From the line containing "y. Nodes first, then one edge per line." down to the line containing "Digitize the connectivity", copy out the entries below exactly, both lines included, and nothing else; pictures do not belong in the copy.
# # # # # # #
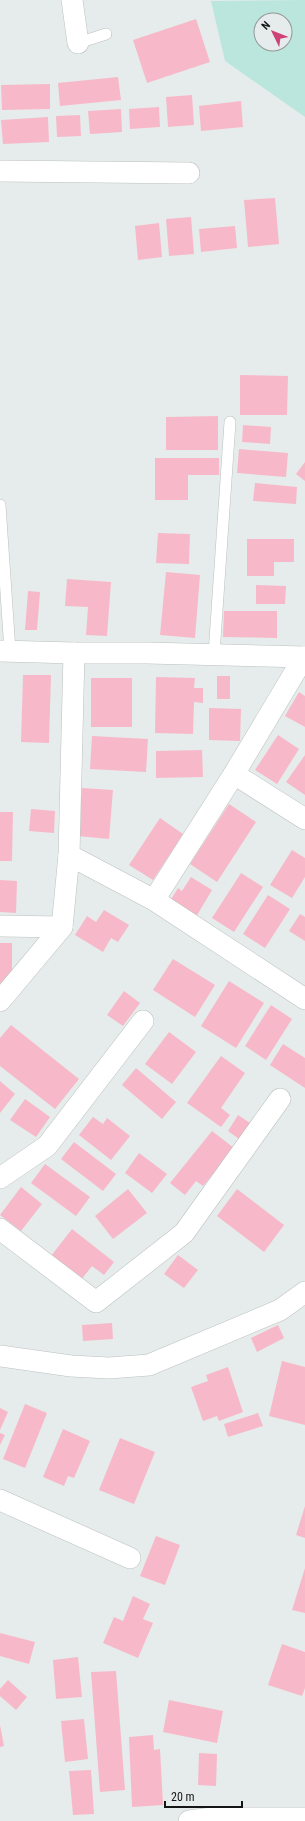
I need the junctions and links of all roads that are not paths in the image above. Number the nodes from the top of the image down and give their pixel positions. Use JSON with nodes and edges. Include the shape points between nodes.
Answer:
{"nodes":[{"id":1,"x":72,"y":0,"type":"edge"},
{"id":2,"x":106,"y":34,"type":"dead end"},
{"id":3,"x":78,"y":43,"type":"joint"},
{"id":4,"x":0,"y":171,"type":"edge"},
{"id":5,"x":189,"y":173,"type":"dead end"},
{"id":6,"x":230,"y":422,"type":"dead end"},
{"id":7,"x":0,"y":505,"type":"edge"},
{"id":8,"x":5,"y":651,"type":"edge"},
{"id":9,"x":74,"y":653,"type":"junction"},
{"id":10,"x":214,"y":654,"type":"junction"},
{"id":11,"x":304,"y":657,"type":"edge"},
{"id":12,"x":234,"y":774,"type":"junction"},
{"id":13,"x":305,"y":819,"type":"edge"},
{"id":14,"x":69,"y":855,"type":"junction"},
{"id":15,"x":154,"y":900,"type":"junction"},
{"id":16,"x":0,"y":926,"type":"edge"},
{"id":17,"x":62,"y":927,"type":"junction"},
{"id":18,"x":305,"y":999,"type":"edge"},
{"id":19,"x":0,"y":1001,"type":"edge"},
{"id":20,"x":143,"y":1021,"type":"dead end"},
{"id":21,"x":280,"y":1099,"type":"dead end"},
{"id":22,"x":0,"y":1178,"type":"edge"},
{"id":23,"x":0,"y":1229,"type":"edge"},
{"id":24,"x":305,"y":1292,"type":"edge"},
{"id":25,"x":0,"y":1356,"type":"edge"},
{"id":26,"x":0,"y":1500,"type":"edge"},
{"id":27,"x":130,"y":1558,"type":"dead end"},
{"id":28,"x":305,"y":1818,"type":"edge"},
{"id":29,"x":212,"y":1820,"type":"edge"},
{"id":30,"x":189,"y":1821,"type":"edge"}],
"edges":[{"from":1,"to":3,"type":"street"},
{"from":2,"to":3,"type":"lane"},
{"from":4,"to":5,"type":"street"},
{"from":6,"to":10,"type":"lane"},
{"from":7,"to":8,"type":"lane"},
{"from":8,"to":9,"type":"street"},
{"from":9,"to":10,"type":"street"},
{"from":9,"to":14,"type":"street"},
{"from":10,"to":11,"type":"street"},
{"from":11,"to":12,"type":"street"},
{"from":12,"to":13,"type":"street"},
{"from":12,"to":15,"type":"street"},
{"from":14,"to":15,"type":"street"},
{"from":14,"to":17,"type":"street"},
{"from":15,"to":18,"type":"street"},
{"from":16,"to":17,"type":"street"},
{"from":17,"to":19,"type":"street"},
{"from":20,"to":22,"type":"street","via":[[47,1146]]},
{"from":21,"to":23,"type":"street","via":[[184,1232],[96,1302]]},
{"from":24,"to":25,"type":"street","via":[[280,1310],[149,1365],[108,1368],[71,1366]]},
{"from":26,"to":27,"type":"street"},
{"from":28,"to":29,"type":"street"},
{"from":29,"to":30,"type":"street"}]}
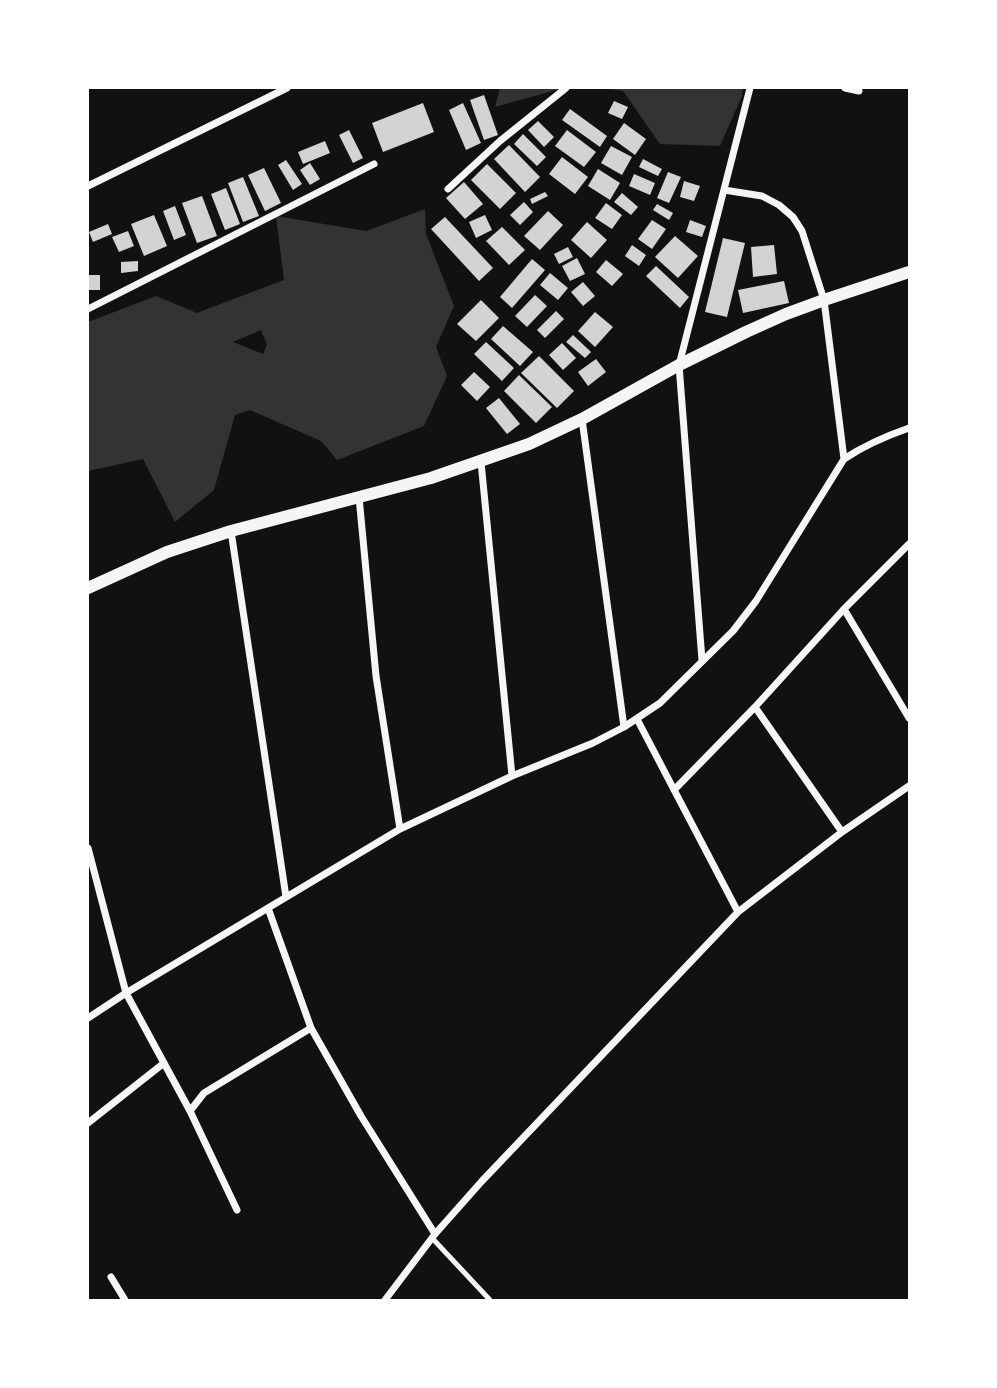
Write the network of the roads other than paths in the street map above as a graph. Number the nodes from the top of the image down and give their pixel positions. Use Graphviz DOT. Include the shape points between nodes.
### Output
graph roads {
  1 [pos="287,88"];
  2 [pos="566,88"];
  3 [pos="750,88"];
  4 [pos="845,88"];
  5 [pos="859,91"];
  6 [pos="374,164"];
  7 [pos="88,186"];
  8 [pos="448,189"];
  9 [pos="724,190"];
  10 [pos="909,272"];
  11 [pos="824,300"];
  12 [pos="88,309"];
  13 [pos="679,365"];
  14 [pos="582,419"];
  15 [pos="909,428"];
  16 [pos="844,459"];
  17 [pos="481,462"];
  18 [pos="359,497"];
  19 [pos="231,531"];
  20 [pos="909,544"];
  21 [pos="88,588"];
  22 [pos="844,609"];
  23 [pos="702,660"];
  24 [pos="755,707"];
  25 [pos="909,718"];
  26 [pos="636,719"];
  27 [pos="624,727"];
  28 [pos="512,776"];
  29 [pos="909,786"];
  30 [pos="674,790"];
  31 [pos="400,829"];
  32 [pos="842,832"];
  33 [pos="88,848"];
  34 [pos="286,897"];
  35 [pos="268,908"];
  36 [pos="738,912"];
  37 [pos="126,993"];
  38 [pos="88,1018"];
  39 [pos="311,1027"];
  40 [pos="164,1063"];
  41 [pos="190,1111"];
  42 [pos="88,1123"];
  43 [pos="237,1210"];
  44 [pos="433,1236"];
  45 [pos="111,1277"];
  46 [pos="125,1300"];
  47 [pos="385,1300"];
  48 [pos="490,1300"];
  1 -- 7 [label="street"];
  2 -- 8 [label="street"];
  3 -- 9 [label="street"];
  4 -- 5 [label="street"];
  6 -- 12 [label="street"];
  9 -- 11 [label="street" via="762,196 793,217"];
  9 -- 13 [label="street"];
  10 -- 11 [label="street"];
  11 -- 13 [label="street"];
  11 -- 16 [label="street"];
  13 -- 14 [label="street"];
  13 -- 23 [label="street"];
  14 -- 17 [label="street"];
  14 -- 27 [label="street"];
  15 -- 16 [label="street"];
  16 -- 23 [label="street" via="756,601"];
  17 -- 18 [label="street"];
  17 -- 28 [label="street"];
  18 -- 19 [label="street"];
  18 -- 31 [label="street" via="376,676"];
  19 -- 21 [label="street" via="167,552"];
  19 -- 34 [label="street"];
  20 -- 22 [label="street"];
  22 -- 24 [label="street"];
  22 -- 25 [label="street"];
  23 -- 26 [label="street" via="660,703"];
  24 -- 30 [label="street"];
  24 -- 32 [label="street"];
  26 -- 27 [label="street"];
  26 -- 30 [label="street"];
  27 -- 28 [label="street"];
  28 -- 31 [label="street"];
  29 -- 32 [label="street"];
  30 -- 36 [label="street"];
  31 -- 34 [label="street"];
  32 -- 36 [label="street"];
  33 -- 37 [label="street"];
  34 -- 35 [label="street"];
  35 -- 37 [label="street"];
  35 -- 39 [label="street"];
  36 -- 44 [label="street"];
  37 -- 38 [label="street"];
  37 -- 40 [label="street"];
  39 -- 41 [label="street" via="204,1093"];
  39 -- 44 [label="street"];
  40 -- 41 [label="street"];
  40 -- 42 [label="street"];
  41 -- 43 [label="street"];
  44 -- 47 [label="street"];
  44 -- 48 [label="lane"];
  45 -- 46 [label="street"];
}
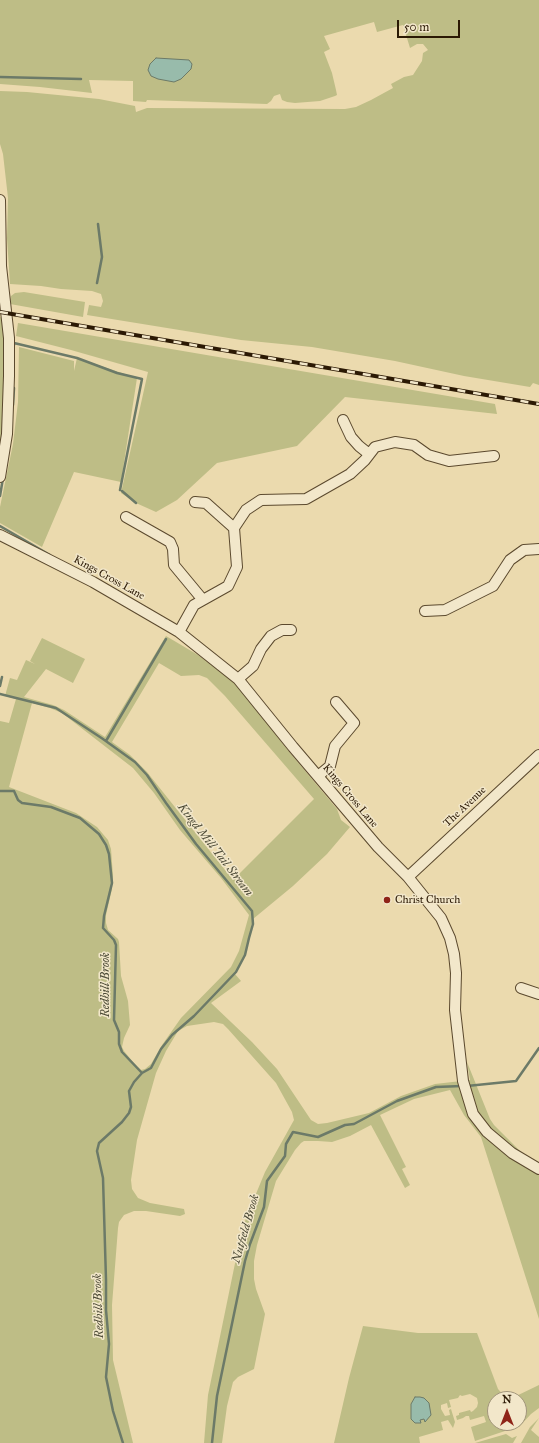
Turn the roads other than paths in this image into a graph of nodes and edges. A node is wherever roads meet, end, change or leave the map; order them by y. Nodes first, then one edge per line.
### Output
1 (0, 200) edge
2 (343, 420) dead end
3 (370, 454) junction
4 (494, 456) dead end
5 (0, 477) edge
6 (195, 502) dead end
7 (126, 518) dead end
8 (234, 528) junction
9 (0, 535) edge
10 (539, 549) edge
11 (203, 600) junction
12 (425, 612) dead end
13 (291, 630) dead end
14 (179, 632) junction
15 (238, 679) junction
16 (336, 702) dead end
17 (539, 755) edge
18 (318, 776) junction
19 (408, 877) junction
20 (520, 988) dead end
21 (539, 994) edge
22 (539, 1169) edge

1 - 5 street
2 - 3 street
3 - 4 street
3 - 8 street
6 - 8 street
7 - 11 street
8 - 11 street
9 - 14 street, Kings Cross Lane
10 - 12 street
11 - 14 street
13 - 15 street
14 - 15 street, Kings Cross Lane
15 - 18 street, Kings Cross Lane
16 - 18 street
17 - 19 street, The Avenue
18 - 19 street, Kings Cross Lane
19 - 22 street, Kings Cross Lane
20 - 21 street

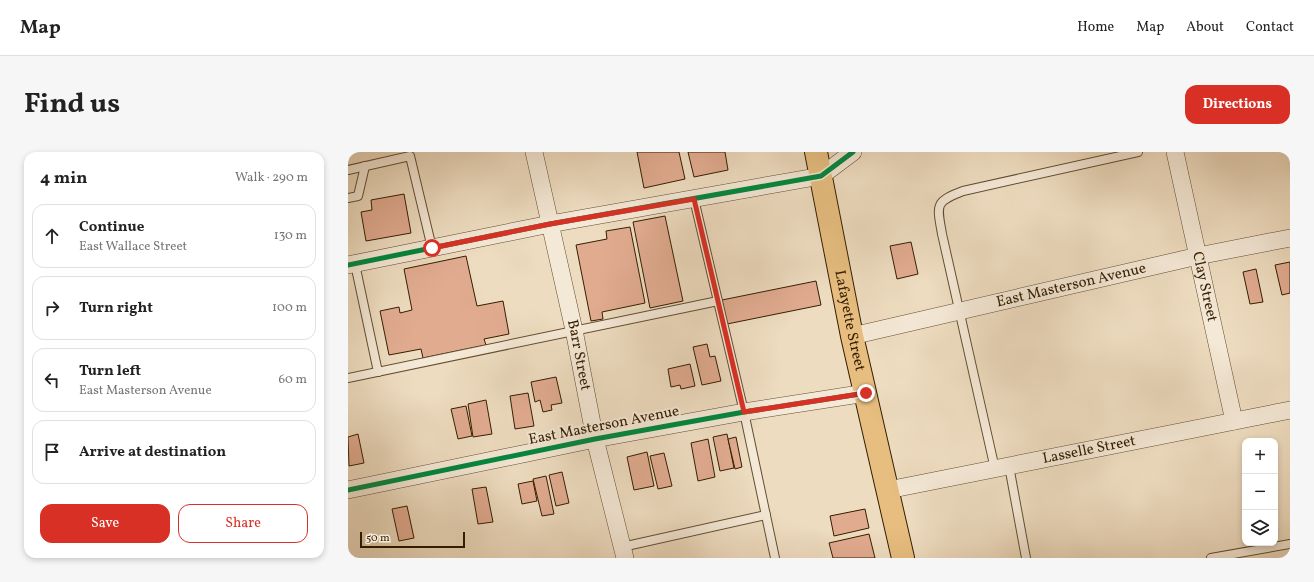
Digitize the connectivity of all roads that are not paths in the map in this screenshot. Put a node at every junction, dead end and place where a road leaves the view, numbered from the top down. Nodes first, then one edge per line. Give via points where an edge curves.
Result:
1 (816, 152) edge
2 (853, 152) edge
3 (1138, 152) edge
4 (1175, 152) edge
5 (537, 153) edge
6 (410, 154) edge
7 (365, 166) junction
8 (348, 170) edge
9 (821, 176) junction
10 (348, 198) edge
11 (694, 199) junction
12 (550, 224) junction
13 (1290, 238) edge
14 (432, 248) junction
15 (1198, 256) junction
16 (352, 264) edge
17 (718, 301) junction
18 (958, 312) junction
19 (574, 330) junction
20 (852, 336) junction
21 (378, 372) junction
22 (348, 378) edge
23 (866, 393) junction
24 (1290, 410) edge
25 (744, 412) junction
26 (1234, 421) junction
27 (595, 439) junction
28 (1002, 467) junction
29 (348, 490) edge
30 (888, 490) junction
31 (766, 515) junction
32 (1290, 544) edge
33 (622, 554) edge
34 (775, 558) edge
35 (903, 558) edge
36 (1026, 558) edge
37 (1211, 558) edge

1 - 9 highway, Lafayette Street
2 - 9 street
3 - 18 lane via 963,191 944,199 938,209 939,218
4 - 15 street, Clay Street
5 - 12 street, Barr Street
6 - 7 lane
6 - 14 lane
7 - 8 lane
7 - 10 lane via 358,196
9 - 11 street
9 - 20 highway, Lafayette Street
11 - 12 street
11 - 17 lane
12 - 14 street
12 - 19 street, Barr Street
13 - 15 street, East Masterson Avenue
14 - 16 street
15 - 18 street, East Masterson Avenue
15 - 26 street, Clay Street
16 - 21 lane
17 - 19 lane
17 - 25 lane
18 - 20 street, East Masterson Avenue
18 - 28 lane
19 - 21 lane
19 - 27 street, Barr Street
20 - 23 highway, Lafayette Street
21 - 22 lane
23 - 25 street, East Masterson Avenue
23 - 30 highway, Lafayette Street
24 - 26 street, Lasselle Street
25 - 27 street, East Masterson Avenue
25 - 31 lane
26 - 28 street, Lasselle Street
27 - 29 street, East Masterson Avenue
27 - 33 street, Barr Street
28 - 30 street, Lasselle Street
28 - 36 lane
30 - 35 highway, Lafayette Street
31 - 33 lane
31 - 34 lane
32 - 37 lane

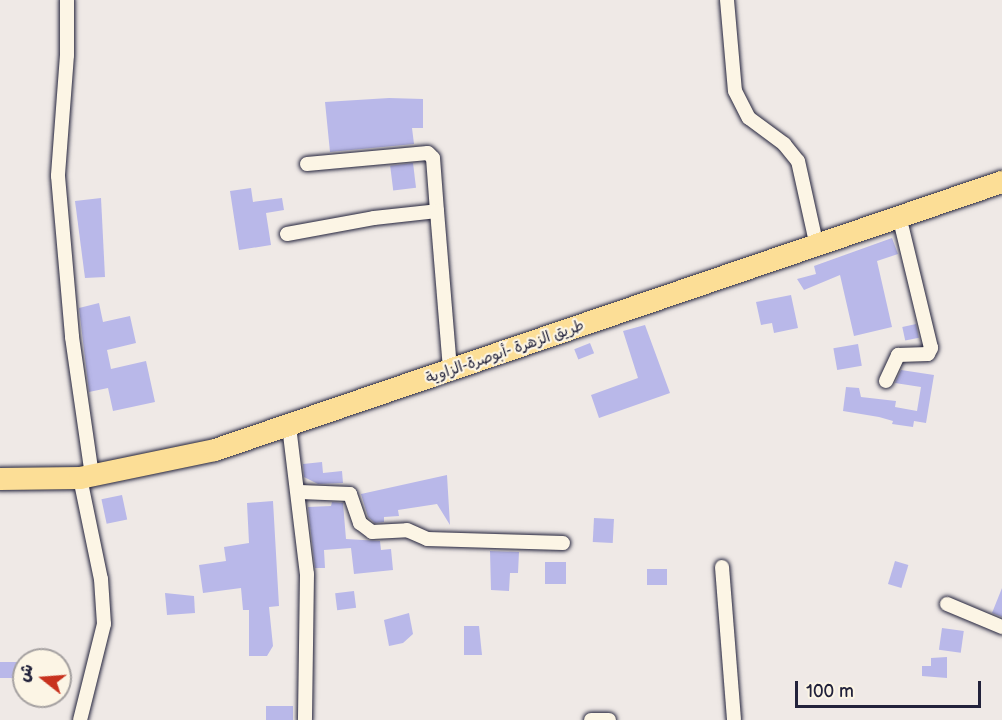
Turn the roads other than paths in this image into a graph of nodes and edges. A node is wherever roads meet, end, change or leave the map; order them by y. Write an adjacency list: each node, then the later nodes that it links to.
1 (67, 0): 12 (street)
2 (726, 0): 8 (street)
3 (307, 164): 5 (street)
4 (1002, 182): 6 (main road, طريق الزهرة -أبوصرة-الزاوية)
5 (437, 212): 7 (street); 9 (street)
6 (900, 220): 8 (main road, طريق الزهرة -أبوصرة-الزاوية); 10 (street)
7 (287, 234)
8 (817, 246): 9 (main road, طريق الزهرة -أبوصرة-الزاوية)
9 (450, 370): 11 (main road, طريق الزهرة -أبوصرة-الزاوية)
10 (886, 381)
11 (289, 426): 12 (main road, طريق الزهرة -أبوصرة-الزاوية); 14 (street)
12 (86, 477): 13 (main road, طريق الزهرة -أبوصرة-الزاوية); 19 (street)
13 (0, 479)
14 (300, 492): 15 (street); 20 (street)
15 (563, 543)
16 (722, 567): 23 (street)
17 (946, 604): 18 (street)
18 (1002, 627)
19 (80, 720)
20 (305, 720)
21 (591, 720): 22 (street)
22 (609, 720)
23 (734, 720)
# # # # # # #
Answer area:
Turn the roads other than paths in this image into a graph of nodes and edges. A node is wherever roads meet, end, change or leave the map; order them by y. Nodes first, then one edge per line.
### Output
1 (0, 200) edge
2 (343, 420) dead end
3 (370, 454) junction
4 (494, 456) dead end
5 (0, 477) edge
6 (195, 502) dead end
7 (126, 518) dead end
8 (234, 528) junction
9 (0, 535) edge
10 (539, 549) edge
11 (203, 600) junction
12 (425, 612) dead end
13 (291, 630) dead end
14 (179, 632) junction
15 (238, 679) junction
16 (336, 702) dead end
17 (539, 755) edge
18 (318, 776) junction
19 (408, 877) junction
20 (520, 988) dead end
21 (539, 994) edge
22 (539, 1169) edge

1 - 5 street
2 - 3 street
3 - 4 street
3 - 8 street
6 - 8 street
7 - 11 street
8 - 11 street
9 - 14 street, Kings Cross Lane
10 - 12 street
11 - 14 street
13 - 15 street
14 - 15 street, Kings Cross Lane
15 - 18 street, Kings Cross Lane
16 - 18 street
17 - 19 street, The Avenue
18 - 19 street, Kings Cross Lane
19 - 22 street, Kings Cross Lane
20 - 21 street

Digitize the connectivity of all roads that are not paths in the map in this screenshot. Put a node at every junction, dead end and place where a road leaves the view, numbered from the top down. Nodes first, then one edge per line. Give via points where an edge curves.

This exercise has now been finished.